From the earliest origins of a land flora, more than 400 million years ago, there has been a structural-functional interaction between plant roots and arbuscular mycorrhizae (AM) [Fig. 2.4(a)] as shown in the fossil record (Pirozynski and Malloch, 1975; Malloch et al., 1980). Probably the earliest land plants arose during the Ordovician period and were similar to present-day hornworts and liverworts (Redeker, 2002). Today's hornworts and liverworts do form associations with AM fungi, but because they do not have true roots, they do not meet all the criteria of AM (Read et al., 2000). Most families of terrestrial plants have mycorrhizal symbionts; however, two families—the Cruciferae and the Chenopodiaceae are conspicuous exceptions (Allen, 1991). Indeed, recent analyses have shown that zygomycetous fungi colonize a wide range of lower land plants (hornworts, many hepatics, lycopods, Ophioglossales, Psilotales [horsetails], and Gleicheniaceae) (Read et al., 2000). These associations are structurally analogous to mycorrhizas, but their functions remain to be determined (Read et al., 2000).
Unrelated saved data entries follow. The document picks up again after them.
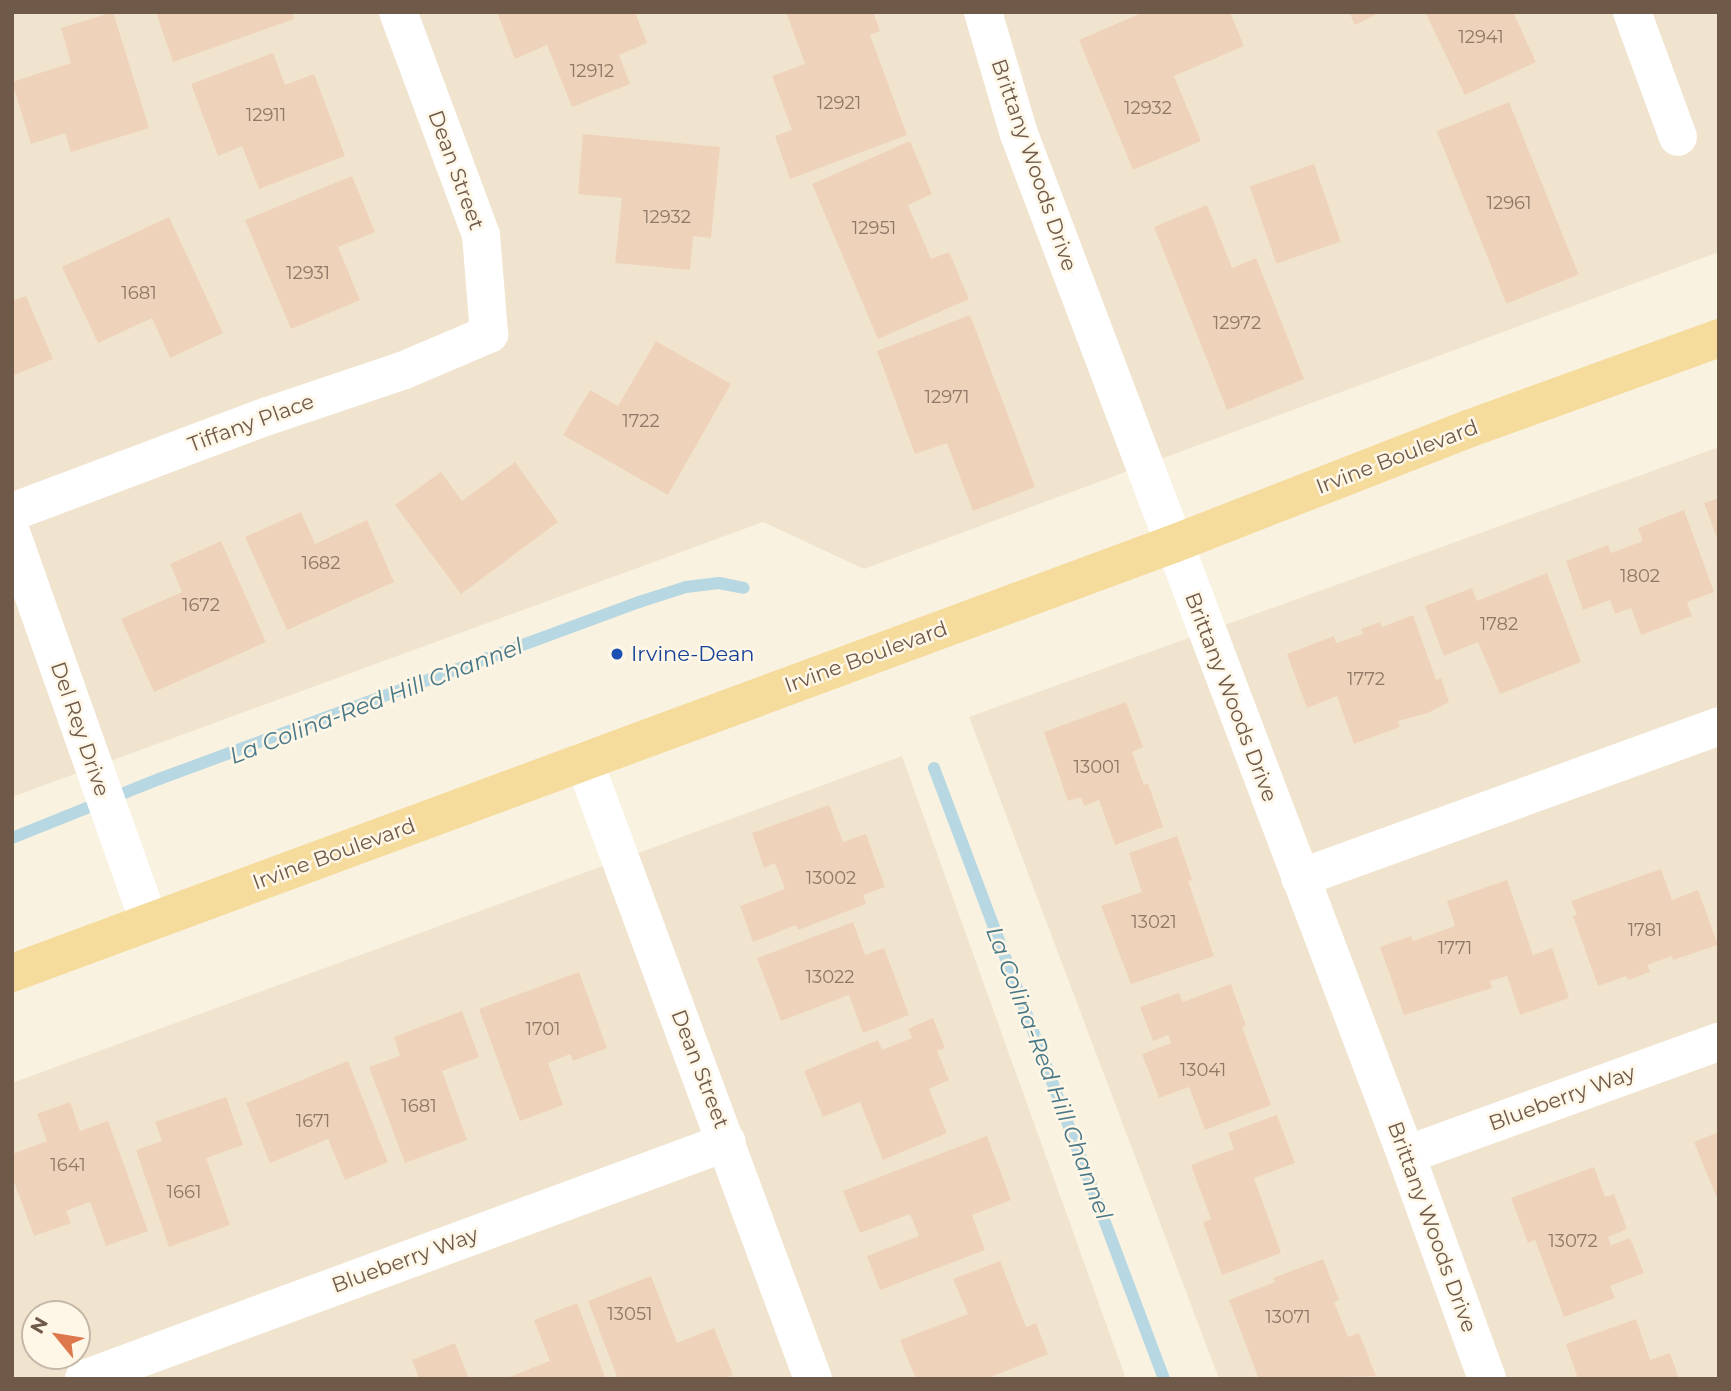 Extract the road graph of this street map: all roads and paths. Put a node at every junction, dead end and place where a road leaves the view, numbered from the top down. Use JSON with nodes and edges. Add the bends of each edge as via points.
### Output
{"nodes":[{"id":1,"x":398,"y":12,"type":"edge"},
{"id":2,"x":983,"y":12,"type":"edge"},
{"id":3,"x":1632,"y":12,"type":"edge"},
{"id":4,"x":1678,"y":137,"type":"dead end"},
{"id":5,"x":489,"y":334,"type":"joint"},
{"id":6,"x":1719,"y":338,"type":"edge"},
{"id":7,"x":12,"y":512,"type":"edge"},
{"id":8,"x":12,"y":535,"type":"edge"},
{"id":9,"x":1173,"y":544,"type":"junction"},
{"id":10,"x":1719,"y":726,"type":"edge"},
{"id":11,"x":584,"y":761,"type":"junction"},
{"id":12,"x":1300,"y":878,"type":"junction"},
{"id":13,"x":149,"y":922,"type":"junction"},
{"id":14,"x":12,"y":973,"type":"edge"},
{"id":15,"x":1719,"y":1042,"type":"edge"},
{"id":16,"x":727,"y":1142,"type":"junction"},
{"id":17,"x":1406,"y":1155,"type":"junction"},
{"id":18,"x":84,"y":1379,"type":"edge"},
{"id":19,"x":813,"y":1379,"type":"edge"},
{"id":20,"x":1487,"y":1379,"type":"edge"}],
"edges":[{"from":1,"to":5,"type":"street","name":"Dean Street","via":[[481,235]]},
{"from":2,"to":9,"type":"street","name":"Brittany Woods Drive","via":[[1019,134]]},
{"from":3,"to":4,"type":"street"},
{"from":5,"to":7,"type":"street","name":"Tiffany Place","via":[[402,371]]},
{"from":6,"to":9,"type":"main road","name":"Irvine Boulevard"},
{"from":8,"to":13,"type":"street","name":"Del Rey Drive"},
{"from":9,"to":11,"type":"main road","name":"Irvine Boulevard"},
{"from":9,"to":12,"type":"street","name":"Brittany Woods Drive"},
{"from":10,"to":12,"type":"street"},
{"from":11,"to":13,"type":"main road","name":"Irvine Boulevard"},
{"from":11,"to":16,"type":"street","name":"Dean Street"},
{"from":12,"to":17,"type":"street","name":"Brittany Woods Drive"},
{"from":13,"to":14,"type":"main road","name":"Irvine Boulevard"},
{"from":15,"to":17,"type":"street","name":"Blueberry Way"},
{"from":16,"to":18,"type":"street","name":"Blueberry Way"},
{"from":16,"to":19,"type":"street","name":"Dean Street"},
{"from":17,"to":20,"type":"street","name":"Brittany Woods Drive"}]}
The ectomycorrhizae, or ECM [Fig. 2.4(b)], are prevalent in several tree families such as the Fagaceae (including the beeches and oaks), and also in the Pinaceae within the conifers. ECM arose relatively recently, only 160 million years ago, in the Cretaceous period (St. John and Coleman, 1983).
After examining the structures of the principal types of mycorrhizae, we will consider information on carbon costs to the plant as well.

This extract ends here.